● WORK TO BE COMPLETED: Transcribe the data that follows. Match it character for character.

● RECORDS FOR THIS EXERCISE:

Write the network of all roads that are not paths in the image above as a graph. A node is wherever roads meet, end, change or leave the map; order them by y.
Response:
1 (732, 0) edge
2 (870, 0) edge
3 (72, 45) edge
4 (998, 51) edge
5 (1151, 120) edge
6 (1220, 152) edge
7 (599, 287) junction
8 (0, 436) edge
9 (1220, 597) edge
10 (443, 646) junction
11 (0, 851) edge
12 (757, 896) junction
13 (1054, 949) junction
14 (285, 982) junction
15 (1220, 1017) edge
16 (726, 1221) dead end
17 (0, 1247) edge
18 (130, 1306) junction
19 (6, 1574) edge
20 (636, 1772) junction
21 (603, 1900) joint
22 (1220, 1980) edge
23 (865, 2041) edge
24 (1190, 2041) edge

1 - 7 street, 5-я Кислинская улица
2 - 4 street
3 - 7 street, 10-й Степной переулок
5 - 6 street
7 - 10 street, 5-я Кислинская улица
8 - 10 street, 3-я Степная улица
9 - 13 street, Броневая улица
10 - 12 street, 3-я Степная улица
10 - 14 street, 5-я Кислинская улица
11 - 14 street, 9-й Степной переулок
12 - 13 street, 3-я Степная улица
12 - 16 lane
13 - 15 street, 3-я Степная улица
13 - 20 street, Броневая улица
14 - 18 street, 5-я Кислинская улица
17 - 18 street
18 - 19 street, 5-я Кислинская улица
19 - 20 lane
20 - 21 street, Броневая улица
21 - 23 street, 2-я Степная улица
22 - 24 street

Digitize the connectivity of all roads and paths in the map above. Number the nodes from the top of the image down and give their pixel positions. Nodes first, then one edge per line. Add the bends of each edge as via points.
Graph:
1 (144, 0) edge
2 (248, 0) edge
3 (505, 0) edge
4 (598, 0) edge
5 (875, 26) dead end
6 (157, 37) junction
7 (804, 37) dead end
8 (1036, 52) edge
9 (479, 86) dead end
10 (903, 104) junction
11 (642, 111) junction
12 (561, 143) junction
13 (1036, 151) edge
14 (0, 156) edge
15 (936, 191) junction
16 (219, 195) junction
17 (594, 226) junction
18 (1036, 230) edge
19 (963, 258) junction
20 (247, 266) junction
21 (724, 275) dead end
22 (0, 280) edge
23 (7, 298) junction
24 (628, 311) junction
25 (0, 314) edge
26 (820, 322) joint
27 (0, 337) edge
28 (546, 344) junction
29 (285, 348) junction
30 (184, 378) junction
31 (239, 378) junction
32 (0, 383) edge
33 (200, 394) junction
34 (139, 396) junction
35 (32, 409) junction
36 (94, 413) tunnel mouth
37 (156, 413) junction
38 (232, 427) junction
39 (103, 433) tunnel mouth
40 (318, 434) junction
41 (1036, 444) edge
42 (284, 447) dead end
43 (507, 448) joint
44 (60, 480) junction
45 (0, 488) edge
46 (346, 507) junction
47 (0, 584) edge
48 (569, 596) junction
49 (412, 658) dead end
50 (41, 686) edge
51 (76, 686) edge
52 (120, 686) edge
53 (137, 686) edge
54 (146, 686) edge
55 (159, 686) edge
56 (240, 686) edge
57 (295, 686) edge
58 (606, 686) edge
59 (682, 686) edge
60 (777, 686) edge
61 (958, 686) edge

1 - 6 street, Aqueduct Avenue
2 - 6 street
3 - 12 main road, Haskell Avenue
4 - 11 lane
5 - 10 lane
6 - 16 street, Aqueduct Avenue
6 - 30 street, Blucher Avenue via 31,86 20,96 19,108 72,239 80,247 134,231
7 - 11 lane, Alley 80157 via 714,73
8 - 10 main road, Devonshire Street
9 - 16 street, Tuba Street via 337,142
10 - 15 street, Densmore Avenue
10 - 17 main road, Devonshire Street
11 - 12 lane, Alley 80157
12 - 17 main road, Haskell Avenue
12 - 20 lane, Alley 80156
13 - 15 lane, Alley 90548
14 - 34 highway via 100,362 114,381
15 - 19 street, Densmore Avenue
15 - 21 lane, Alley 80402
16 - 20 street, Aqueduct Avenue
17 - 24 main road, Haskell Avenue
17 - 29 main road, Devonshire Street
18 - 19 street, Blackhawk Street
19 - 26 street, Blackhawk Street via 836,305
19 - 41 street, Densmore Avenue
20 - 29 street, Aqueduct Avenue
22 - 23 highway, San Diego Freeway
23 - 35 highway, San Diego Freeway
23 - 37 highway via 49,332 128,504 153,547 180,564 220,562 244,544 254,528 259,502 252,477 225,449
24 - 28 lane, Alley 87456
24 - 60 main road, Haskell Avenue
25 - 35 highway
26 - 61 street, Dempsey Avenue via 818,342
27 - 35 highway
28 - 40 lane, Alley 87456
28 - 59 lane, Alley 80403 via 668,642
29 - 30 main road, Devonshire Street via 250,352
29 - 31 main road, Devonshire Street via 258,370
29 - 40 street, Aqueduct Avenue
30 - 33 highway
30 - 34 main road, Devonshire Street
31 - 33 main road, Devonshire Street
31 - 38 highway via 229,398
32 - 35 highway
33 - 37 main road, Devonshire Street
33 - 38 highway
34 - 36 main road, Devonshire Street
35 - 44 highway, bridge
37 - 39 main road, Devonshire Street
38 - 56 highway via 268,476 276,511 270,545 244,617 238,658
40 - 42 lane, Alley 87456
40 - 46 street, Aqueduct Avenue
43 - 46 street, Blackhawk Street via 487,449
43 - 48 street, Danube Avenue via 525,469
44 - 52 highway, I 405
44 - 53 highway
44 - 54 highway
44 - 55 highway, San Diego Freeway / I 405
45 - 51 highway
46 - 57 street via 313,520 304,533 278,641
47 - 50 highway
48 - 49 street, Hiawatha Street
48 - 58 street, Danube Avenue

● ANSWER:
Write the network of all roads that are not paths in the image above as a graph. A node is wherever roads meet, end, change or leave the map; order them by y.
Response:
1 (732, 0) edge
2 (870, 0) edge
3 (72, 45) edge
4 (998, 51) edge
5 (1151, 120) edge
6 (1220, 152) edge
7 (599, 287) junction
8 (0, 436) edge
9 (1220, 597) edge
10 (443, 646) junction
11 (0, 851) edge
12 (757, 896) junction
13 (1054, 949) junction
14 (285, 982) junction
15 (1220, 1017) edge
16 (726, 1221) dead end
17 (0, 1247) edge
18 (130, 1306) junction
19 (6, 1574) edge
20 (636, 1772) junction
21 (603, 1900) joint
22 (1220, 1980) edge
23 (865, 2041) edge
24 (1190, 2041) edge

1 - 7 street, 5-я Кислинская улица
2 - 4 street
3 - 7 street, 10-й Степной переулок
5 - 6 street
7 - 10 street, 5-я Кислинская улица
8 - 10 street, 3-я Степная улица
9 - 13 street, Броневая улица
10 - 12 street, 3-я Степная улица
10 - 14 street, 5-я Кислинская улица
11 - 14 street, 9-й Степной переулок
12 - 13 street, 3-я Степная улица
12 - 16 lane
13 - 15 street, 3-я Степная улица
13 - 20 street, Броневая улица
14 - 18 street, 5-я Кислинская улица
17 - 18 street
18 - 19 street, 5-я Кислинская улица
19 - 20 lane
20 - 21 street, Броневая улица
21 - 23 street, 2-я Степная улица
22 - 24 street

Digitize the connectivity of all roads and paths in the map above. Number the nodes from the top of the image down and give their pixel positions. Nodes first, then one edge per line. Add the bends of each edge as via points.
Graph:
1 (144, 0) edge
2 (248, 0) edge
3 (505, 0) edge
4 (598, 0) edge
5 (875, 26) dead end
6 (157, 37) junction
7 (804, 37) dead end
8 (1036, 52) edge
9 (479, 86) dead end
10 (903, 104) junction
11 (642, 111) junction
12 (561, 143) junction
13 (1036, 151) edge
14 (0, 156) edge
15 (936, 191) junction
16 (219, 195) junction
17 (594, 226) junction
18 (1036, 230) edge
19 (963, 258) junction
20 (247, 266) junction
21 (724, 275) dead end
22 (0, 280) edge
23 (7, 298) junction
24 (628, 311) junction
25 (0, 314) edge
26 (820, 322) joint
27 (0, 337) edge
28 (546, 344) junction
29 (285, 348) junction
30 (184, 378) junction
31 (239, 378) junction
32 (0, 383) edge
33 (200, 394) junction
34 (139, 396) junction
35 (32, 409) junction
36 (94, 413) tunnel mouth
37 (156, 413) junction
38 (232, 427) junction
39 (103, 433) tunnel mouth
40 (318, 434) junction
41 (1036, 444) edge
42 (284, 447) dead end
43 (507, 448) joint
44 (60, 480) junction
45 (0, 488) edge
46 (346, 507) junction
47 (0, 584) edge
48 (569, 596) junction
49 (412, 658) dead end
50 (41, 686) edge
51 (76, 686) edge
52 (120, 686) edge
53 (137, 686) edge
54 (146, 686) edge
55 (159, 686) edge
56 (240, 686) edge
57 (295, 686) edge
58 (606, 686) edge
59 (682, 686) edge
60 (777, 686) edge
61 (958, 686) edge

1 - 6 street, Aqueduct Avenue
2 - 6 street
3 - 12 main road, Haskell Avenue
4 - 11 lane
5 - 10 lane
6 - 16 street, Aqueduct Avenue
6 - 30 street, Blucher Avenue via 31,86 20,96 19,108 72,239 80,247 134,231
7 - 11 lane, Alley 80157 via 714,73
8 - 10 main road, Devonshire Street
9 - 16 street, Tuba Street via 337,142
10 - 15 street, Densmore Avenue
10 - 17 main road, Devonshire Street
11 - 12 lane, Alley 80157
12 - 17 main road, Haskell Avenue
12 - 20 lane, Alley 80156
13 - 15 lane, Alley 90548
14 - 34 highway via 100,362 114,381
15 - 19 street, Densmore Avenue
15 - 21 lane, Alley 80402
16 - 20 street, Aqueduct Avenue
17 - 24 main road, Haskell Avenue
17 - 29 main road, Devonshire Street
18 - 19 street, Blackhawk Street
19 - 26 street, Blackhawk Street via 836,305
19 - 41 street, Densmore Avenue
20 - 29 street, Aqueduct Avenue
22 - 23 highway, San Diego Freeway
23 - 35 highway, San Diego Freeway
23 - 37 highway via 49,332 128,504 153,547 180,564 220,562 244,544 254,528 259,502 252,477 225,449
24 - 28 lane, Alley 87456
24 - 60 main road, Haskell Avenue
25 - 35 highway
26 - 61 street, Dempsey Avenue via 818,342
27 - 35 highway
28 - 40 lane, Alley 87456
28 - 59 lane, Alley 80403 via 668,642
29 - 30 main road, Devonshire Street via 250,352
29 - 31 main road, Devonshire Street via 258,370
29 - 40 street, Aqueduct Avenue
30 - 33 highway
30 - 34 main road, Devonshire Street
31 - 33 main road, Devonshire Street
31 - 38 highway via 229,398
32 - 35 highway
33 - 37 main road, Devonshire Street
33 - 38 highway
34 - 36 main road, Devonshire Street
35 - 44 highway, bridge
37 - 39 main road, Devonshire Street
38 - 56 highway via 268,476 276,511 270,545 244,617 238,658
40 - 42 lane, Alley 87456
40 - 46 street, Aqueduct Avenue
43 - 46 street, Blackhawk Street via 487,449
43 - 48 street, Danube Avenue via 525,469
44 - 52 highway, I 405
44 - 53 highway
44 - 54 highway
44 - 55 highway, San Diego Freeway / I 405
45 - 51 highway
46 - 57 street via 313,520 304,533 278,641
47 - 50 highway
48 - 49 street, Hiawatha Street
48 - 58 street, Danube Avenue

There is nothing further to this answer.